[Work order] Whenever a line in this data holds the word "Cove", report that line in full.

[Dataset records]

---*---

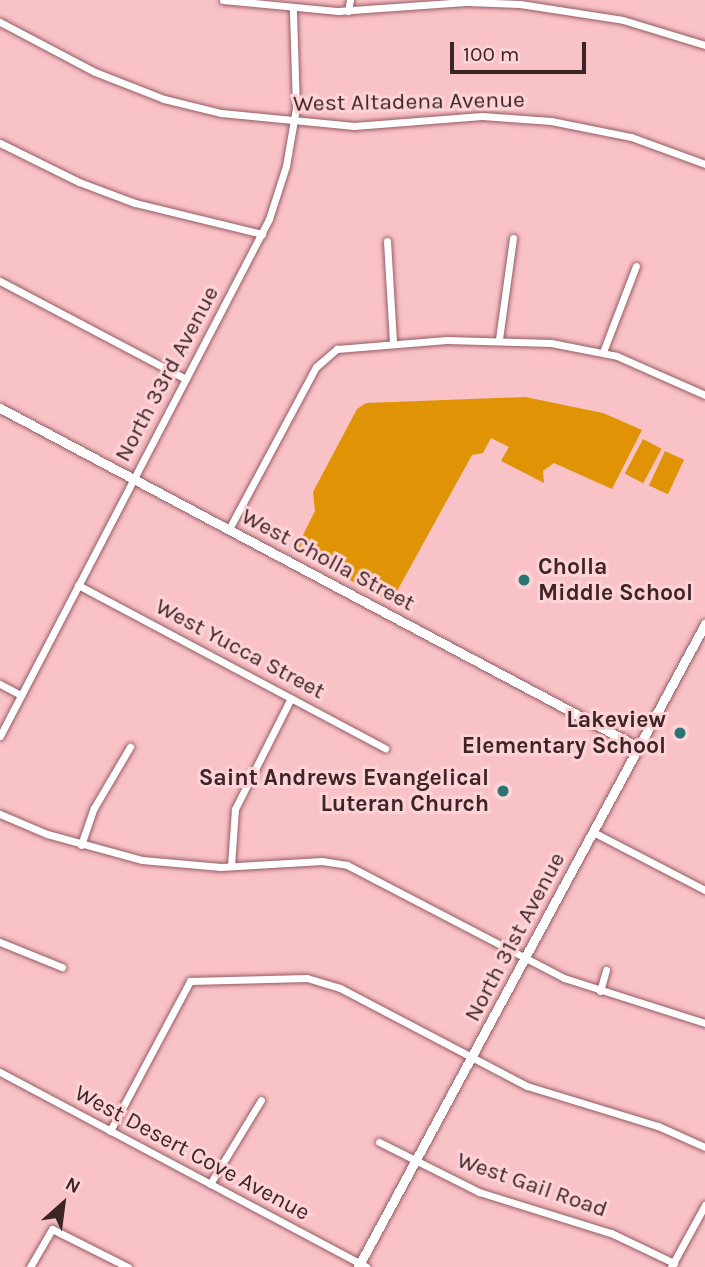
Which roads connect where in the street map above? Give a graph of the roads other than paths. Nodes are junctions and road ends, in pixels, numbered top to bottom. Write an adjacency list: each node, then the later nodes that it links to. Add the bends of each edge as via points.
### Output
1 (223, 0): 4 (street)
2 (349, 0): 6 (street)
3 (466, 1): 6 (street); 8 (street, via 569,8)
4 (240, 2): 5 (street)
5 (293, 10): 6 (street); 9 (street, North 33rd Avenue)
6 (348, 11)
7 (0, 22): 9 (street, West Altadena Avenue, via 95,72 164,99)
8 (705, 45)
9 (294, 124): 11 (street, West Altadena Avenue, via 354,126 482,116 538,119 631,137); 12 (street, North 33rd Avenue, via 281,184)
10 (0, 142): 12 (street, via 126,200)
11 (705, 164)
12 (262, 234): 20 (street, North 33rd Avenue)
13 (513, 238): 17 (street)
14 (387, 241): 18 (street)
15 (636, 266): 19 (street)
16 (0, 281): 20 (street)
17 (499, 339): 18 (street); 19 (street)
18 (393, 343): 25 (street, via 337,349 316,367)
19 (603, 352): 22 (street)
20 (186, 379): 24 (street, North 33rd Avenue)
21 (705, 384): 22 (street)
22 (703, 394)
23 (0, 408): 24 (street, West Cholla Street)
24 (133, 479): 25 (street, West Cholla Street); 26 (street, North 33rd Avenue)
25 (229, 529): 33 (street, West Cholla Street)
26 (78, 585): 29 (street, North 33rd Avenue); 30 (street, West Yucca Street)
27 (705, 624): 33 (street, North 31st Avenue)
28 (0, 684): 29 (street)
29 (21, 695): 31 (street, North 33rd Avenue)
30 (291, 698): 34 (street, West Yucca Street); 38 (street, via 234,809)
31 (0, 736)
32 (130, 747): 37 (street, via 94,808)
33 (638, 747): 36 (street, North 31st Avenue)
34 (385, 748)
35 (0, 814): 37 (street)
36 (593, 832): 39 (street); 41 (street, North 31st Avenue)
37 (81, 845): 38 (street, via 142,860)
38 (231, 866): 41 (street, via 323,861 347,865)
39 (705, 890)
40 (0, 942): 42 (street)
41 (526, 958): 44 (street); 46 (street, North 31st Avenue)
42 (62, 967)
43 (606, 970): 44 (street)
44 (600, 991): 45 (street)
45 (705, 1023)
46 (471, 1058): 49 (street, via 325,982 190,981); 51 (street, via 527,1086 659,1126); 52 (street, North 31st Avenue)
47 (0, 1072): 49 (street, West Desert Cove Avenue)
48 (261, 1100): 53 (street)
49 (110, 1131): 53 (street, West Desert Cove Avenue)
50 (379, 1142): 52 (street, West Gail Road)
51 (705, 1147)
52 (415, 1161): 55 (street, West Gail Road, via 479,1192 611,1233); 56 (street, North 31st Avenue)
53 (210, 1184): 56 (street, West Desert Cove Avenue)
54 (705, 1205): 55 (street)
55 (673, 1265)
56 (361, 1266)
57 (30, 1267): 58 (street, via 52,1229)
58 (128, 1267)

---*---

[Task response]
47 (0, 1072): 49 (street, West Desert Cove Avenue)
49 (110, 1131): 53 (street, West Desert Cove Avenue)
53 (210, 1184): 56 (street, West Desert Cove Avenue)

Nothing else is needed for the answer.